Computing over state, not from state
The framework is not meant as a replacement for FaaS or (even) serverless — instead, it is designed to provide a set of properties similar to what characterizes serverless compute, but applied to state-centric problems.
Stateful Functions primarily scales state and the interaction between different states and events, with logic that facilitates these interactions as the main focus of computation. Event-driven applications, that juggle interacting state machines and need to remember contextual information, are a good fit for the state-centric paradigm.
On the other hand, FaaS and serverless application frameworks excel at elastically scaling dedicated resources for computation. Interacting with state and other functions is not as well integrated and not their core strength. A good example of fitting use cases is the classical “Image Resizing with AWS Lambda”.
To achieve this, the runtime underneath the Stateful Functions API relies on stream processing with Apache Flink and extends its powerful model for state management and fault tolerance. The major advantage of this model is that state and computation are co-located on the same side of the network — which means you don’t need the round-trip per record to fetch state from an external storage system (e.g. Cassandra, DynamoDB) nor a specific state management pattern for consistency (e.g. event sourcing, CQRS). Other advantages include:
No need to manage in-flight messages and maintain complex replication or repartition strategies, as persistence is as simple as having an object store for state snapshots;
High throughput for both stream (fast real-time) and batch (offline) processing, allowing you to blur the boundaries between event-driven applications and generic data processing.
Stateful Functions splits compute and storage differently than the classical two-tier architecture, maintaining: one ephemeral state/compute tier (Apache Flink) and a simple persistent blob storage tier (Fig. 2). Programatically, persistence is based on the concept of persisted values that enable each function instance to maintain and track fault-tolerant state independently.
Extending the scope of stream processing
Although the Stateful Functions API is independent of Flink, the runtime is built on top of Flink’s DataStream API and uses a lightweight version of process functions (i.e. low-level functions accessing state) to materialize this abstraction under the hood. The core advantage here, compared to vanilla Flink, is that functions can arbitrarily send events to all other functions, rather than only downstream in a DAG.
Stateful Functions applications are typically modular, containing multiple bundles of functions, that can interact consistently and reliably, multiplexed into a single Flink application (Fig. 3). This allows many small jobs to share the same pool of resources and harness them as needed, instead of requiring upfront the resources you might need at peak. At any point in time, the vast majority of virtual instances are idle and consume no compute resources.
Get started with Stateful Functions
If you find this project interesting, give Stateful Functions a try!
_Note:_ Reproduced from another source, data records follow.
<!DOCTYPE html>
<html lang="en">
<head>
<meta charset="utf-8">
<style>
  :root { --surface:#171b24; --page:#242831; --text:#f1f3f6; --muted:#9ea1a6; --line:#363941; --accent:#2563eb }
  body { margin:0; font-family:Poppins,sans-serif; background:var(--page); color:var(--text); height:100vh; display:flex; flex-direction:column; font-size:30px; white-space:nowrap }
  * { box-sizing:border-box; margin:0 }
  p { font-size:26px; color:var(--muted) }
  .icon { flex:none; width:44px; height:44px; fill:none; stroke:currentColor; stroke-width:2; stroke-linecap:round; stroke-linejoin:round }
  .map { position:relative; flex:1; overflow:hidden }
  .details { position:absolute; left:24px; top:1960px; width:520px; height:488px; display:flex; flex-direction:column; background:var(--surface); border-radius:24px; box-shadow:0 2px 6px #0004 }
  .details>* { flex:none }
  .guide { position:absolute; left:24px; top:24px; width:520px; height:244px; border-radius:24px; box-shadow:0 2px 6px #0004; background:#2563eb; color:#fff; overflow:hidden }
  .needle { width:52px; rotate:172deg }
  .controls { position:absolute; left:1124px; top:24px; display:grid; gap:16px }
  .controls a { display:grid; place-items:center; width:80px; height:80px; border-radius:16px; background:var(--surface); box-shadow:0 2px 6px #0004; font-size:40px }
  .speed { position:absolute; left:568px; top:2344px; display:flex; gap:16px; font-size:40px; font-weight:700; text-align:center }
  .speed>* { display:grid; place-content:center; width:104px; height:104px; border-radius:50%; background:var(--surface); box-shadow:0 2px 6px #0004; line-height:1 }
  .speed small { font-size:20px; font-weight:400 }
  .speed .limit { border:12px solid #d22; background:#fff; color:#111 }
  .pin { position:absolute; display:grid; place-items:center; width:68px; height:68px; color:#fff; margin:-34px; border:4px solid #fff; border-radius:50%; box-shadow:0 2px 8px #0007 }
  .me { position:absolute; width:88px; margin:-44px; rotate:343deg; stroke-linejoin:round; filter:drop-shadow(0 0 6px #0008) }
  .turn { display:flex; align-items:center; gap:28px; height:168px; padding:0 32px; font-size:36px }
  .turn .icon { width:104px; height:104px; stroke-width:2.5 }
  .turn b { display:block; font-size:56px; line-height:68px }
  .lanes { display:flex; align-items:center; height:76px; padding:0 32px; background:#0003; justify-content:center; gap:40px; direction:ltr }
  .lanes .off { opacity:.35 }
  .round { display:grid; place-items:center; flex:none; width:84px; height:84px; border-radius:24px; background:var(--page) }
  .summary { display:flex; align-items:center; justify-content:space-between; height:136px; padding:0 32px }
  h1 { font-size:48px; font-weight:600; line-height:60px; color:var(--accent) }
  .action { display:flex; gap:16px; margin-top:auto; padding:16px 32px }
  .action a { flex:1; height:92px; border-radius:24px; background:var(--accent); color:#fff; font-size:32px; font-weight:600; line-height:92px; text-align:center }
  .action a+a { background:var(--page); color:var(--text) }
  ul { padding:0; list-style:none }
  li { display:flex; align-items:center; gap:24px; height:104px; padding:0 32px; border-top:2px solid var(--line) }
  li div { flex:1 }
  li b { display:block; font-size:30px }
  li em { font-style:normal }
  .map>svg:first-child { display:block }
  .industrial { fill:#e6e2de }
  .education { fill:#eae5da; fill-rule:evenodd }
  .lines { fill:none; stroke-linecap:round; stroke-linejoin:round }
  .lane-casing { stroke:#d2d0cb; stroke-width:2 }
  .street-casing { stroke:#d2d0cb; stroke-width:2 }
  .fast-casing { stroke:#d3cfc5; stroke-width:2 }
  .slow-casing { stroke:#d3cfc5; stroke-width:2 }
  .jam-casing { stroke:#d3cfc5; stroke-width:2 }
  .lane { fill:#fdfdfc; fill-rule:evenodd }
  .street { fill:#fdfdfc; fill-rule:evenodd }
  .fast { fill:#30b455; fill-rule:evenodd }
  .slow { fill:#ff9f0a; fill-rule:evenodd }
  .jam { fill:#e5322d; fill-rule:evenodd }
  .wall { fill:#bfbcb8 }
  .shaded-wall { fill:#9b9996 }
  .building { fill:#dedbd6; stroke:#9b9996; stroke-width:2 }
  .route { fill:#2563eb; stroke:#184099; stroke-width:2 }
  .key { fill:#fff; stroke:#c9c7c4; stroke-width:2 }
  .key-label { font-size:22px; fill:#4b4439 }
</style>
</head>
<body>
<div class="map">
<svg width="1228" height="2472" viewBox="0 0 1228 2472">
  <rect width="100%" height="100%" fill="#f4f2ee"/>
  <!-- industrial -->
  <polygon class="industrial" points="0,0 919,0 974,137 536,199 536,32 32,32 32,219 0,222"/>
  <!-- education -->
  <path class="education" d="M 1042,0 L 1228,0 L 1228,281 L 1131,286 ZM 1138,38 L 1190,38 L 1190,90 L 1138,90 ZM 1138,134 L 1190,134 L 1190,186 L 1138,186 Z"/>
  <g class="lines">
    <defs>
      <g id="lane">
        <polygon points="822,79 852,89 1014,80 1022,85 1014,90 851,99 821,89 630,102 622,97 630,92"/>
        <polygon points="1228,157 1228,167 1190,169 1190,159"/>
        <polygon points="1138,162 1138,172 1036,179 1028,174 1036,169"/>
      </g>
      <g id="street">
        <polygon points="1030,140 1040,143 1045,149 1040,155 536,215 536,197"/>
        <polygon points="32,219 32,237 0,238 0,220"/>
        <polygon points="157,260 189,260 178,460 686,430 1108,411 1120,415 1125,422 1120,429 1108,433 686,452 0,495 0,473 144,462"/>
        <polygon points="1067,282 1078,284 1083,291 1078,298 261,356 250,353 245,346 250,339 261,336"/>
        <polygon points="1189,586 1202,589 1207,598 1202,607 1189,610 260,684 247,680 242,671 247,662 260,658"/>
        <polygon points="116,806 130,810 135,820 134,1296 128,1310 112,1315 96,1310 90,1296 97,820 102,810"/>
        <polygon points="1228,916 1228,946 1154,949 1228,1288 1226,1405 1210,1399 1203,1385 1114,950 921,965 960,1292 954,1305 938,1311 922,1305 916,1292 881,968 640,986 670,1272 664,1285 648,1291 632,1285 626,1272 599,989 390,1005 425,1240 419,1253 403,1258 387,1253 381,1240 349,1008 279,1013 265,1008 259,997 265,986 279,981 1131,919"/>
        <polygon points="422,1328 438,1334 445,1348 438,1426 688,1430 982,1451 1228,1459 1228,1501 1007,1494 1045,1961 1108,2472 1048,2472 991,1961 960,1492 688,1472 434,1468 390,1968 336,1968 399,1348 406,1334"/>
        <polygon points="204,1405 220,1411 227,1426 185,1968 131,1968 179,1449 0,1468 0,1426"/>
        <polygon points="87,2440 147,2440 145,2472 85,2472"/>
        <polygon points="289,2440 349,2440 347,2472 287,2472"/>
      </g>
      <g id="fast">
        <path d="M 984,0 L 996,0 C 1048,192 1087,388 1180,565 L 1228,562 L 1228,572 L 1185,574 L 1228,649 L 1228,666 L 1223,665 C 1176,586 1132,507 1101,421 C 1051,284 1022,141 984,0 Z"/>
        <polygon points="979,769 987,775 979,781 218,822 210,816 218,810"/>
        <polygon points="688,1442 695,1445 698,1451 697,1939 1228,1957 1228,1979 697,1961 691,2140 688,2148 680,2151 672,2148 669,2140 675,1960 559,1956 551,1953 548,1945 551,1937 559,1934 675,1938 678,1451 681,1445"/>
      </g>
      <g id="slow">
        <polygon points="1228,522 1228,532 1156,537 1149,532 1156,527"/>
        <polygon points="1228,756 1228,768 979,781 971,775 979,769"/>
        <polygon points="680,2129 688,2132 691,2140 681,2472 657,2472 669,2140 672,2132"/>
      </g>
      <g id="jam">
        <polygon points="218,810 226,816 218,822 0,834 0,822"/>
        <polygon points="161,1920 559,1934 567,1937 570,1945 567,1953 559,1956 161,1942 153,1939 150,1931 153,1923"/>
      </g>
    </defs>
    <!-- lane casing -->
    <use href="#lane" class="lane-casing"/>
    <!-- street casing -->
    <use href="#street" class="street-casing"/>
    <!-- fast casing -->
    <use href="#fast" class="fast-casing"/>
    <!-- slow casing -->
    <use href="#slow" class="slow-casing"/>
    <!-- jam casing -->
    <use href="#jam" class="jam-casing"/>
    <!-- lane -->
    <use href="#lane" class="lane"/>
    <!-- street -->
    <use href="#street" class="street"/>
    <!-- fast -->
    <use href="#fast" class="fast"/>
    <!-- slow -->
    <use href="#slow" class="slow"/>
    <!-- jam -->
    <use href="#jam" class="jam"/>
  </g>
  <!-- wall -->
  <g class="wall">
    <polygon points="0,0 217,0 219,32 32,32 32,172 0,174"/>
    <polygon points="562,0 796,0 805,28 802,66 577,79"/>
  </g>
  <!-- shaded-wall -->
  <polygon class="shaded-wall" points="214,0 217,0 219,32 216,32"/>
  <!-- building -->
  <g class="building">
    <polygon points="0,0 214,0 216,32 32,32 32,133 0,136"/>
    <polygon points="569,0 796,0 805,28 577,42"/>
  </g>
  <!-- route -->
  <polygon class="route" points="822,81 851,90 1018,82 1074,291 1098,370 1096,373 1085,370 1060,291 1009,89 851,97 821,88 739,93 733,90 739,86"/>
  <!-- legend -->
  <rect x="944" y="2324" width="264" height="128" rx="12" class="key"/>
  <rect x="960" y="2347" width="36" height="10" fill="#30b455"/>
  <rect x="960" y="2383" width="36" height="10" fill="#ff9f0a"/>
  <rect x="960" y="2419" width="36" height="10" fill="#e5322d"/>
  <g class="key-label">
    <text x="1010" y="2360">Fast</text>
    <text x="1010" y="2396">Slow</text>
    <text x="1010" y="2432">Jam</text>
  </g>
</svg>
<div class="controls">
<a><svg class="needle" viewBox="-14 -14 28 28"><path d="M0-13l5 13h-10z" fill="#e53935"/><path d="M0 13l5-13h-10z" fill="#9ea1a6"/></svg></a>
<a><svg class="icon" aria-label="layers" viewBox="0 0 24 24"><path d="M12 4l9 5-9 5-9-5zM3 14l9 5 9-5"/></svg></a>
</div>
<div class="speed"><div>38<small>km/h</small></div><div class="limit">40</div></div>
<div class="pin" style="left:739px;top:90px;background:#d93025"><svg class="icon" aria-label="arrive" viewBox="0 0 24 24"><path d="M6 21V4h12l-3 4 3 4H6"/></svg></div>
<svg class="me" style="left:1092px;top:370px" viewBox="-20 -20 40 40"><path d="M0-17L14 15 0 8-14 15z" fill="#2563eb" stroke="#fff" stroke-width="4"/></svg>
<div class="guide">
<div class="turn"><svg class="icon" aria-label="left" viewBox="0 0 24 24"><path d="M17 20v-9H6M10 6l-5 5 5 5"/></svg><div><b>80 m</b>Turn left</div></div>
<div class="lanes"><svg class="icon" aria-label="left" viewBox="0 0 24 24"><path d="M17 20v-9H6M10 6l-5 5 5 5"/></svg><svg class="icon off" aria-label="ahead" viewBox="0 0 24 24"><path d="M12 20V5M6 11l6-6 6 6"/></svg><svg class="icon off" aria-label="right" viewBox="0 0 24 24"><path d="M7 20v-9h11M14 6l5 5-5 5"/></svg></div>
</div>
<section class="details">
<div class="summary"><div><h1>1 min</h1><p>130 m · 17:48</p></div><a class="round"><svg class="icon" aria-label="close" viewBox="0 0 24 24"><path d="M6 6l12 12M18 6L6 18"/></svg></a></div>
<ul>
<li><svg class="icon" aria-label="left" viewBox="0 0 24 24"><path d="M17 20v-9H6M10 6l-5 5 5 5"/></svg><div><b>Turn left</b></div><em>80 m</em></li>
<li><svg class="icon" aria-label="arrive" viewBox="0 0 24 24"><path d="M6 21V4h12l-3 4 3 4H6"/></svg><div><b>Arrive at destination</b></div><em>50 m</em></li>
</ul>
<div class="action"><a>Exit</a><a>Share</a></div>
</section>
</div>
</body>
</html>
To get started, have a look through the documentation and follow one of the introduction walkthroughs, going from a simple stateful “Hello World!” (Fig.4) to a more complex Ride Sharing App.
If you find a bug or have an idea about how to improve something, we strongly encourage you to file an issue or open a pull request on GitHub! At any time, you can ask us questions on Stack Overflow, too, using the hashtag #statefun.
Stateful Functions is a work in progress with what we believe is a promising direction. Our team will continue to introduce improvements to establish and amplify the value of the project, such as support for non-JVM languages, fine-grained observability and stricter recovery times. Possibilities for enhancements to the runtime and operations will also evolve with the evolution of capabilities of Apache Flink.
Our goal is to contribute Stateful Functions to the Apache Software Foundation and make it part of Apache Flink. Developing in an open community, in close collaboration with real people solving real problems is — for us — the best way to learn and grow. Nevertheless: the decision whether to accept this project as a contribution ultimately rests with the Flink community.